◆ Data records ◆
═══
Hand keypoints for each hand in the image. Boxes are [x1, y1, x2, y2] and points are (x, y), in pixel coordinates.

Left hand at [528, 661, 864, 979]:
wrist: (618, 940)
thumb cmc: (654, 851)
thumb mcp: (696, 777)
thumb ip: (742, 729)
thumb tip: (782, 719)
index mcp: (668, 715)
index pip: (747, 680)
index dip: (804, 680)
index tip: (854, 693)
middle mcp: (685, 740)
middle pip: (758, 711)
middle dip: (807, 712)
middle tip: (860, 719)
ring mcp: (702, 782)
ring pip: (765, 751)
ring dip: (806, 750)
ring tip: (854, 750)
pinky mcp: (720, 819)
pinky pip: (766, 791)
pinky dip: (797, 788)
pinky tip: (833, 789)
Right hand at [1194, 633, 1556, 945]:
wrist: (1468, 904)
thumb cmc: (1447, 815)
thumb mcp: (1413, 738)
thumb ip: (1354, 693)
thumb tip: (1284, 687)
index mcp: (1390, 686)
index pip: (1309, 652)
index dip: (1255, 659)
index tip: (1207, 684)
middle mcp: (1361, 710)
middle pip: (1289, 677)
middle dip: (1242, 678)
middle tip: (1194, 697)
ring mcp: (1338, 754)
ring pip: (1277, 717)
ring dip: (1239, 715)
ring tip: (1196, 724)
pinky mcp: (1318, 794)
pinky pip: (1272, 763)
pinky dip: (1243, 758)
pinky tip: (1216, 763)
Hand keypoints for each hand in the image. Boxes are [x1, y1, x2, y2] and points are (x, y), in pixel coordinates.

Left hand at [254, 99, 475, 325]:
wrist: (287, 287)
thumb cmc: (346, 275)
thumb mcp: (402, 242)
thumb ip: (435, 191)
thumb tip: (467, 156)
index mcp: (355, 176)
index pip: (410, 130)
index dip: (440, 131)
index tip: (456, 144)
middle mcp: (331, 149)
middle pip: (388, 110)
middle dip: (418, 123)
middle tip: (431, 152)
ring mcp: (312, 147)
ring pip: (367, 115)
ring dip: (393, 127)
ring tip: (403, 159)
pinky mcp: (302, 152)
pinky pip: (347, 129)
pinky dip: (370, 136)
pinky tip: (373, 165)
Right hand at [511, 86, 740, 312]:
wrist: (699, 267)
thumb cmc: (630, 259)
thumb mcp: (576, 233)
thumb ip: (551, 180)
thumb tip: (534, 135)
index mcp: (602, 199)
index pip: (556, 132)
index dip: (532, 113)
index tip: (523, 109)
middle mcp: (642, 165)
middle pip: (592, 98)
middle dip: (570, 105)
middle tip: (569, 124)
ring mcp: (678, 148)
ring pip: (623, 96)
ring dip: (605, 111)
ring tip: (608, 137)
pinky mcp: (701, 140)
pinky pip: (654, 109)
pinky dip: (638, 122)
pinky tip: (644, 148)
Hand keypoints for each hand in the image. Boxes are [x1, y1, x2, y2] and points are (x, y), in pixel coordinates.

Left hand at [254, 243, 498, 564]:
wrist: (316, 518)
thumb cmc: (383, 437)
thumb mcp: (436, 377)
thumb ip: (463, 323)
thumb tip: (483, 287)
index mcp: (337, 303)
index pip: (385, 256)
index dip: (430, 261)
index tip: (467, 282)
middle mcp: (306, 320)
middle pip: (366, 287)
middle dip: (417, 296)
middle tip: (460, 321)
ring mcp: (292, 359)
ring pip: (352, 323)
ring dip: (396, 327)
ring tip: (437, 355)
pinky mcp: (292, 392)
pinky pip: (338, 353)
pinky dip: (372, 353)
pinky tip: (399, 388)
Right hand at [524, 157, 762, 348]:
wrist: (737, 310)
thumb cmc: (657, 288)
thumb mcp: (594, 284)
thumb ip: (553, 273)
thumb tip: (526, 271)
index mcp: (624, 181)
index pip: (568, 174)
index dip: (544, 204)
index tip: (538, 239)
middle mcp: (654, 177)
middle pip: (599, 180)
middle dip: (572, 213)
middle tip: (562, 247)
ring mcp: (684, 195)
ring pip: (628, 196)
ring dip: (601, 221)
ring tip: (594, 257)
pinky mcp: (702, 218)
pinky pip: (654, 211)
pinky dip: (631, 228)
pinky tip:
═══
◆ Task brief ◆
Beginning at the line with "thumb mcp: (696, 777)" and stopping after the line with "pinky tip: (373, 165)", please write out every line of the data above exactly and nothing else.

◆ Completed exercise ◆
thumb mcp: (696, 777)
thumb ip: (742, 729)
thumb tip: (782, 719)
index mcp: (668, 715)
index pip: (747, 680)
index dip: (804, 680)
index tip: (854, 693)
middle mcp: (685, 740)
middle pip: (758, 711)
middle dip: (807, 712)
middle tip: (860, 719)
ring mcp: (702, 782)
ring pip: (765, 751)
ring dip: (806, 750)
ring tip: (854, 750)
pinky mcp: (720, 819)
pinky pip: (766, 791)
pinky dip: (797, 788)
pinky tip: (833, 789)
Right hand at [1194, 633, 1556, 945]:
wrist: (1468, 904)
thumb cmc: (1447, 815)
thumb mcp: (1413, 738)
thumb ip: (1354, 693)
thumb tip: (1284, 687)
index mcp: (1390, 686)
index pip: (1309, 652)
index dip: (1255, 659)
index tip: (1207, 684)
middle mcp: (1361, 710)
middle pip: (1289, 677)
middle dip: (1242, 678)
middle tip: (1194, 697)
ring mcp: (1338, 754)
ring pip: (1277, 717)
ring dip: (1239, 715)
ring tip: (1196, 724)
pinky mcp: (1318, 794)
pinky pip: (1272, 763)
pinky dip: (1243, 758)
pinky tip: (1216, 763)
Hand keypoints for each hand in the image. Boxes are [x1, y1, x2, y2] and points are (x, y), in pixel coordinates.

Left hand at [254, 99, 475, 325]:
wrist: (287, 287)
thumb cmc: (346, 275)
thumb mcp: (402, 242)
thumb ip: (435, 191)
thumb tip: (467, 156)
index mcp: (355, 176)
index pip: (410, 130)
index dip: (440, 131)
index tip: (456, 144)
middle mcp: (331, 149)
middle pip: (388, 110)
middle dip: (418, 123)
middle tip: (431, 152)
ring mcp: (312, 147)
ring pip: (367, 115)
ring dip: (393, 127)
ring tip: (403, 159)
pinky mcp: (302, 152)
pinky pip: (347, 129)
pinky dip: (370, 136)
pinky tip: (373, 165)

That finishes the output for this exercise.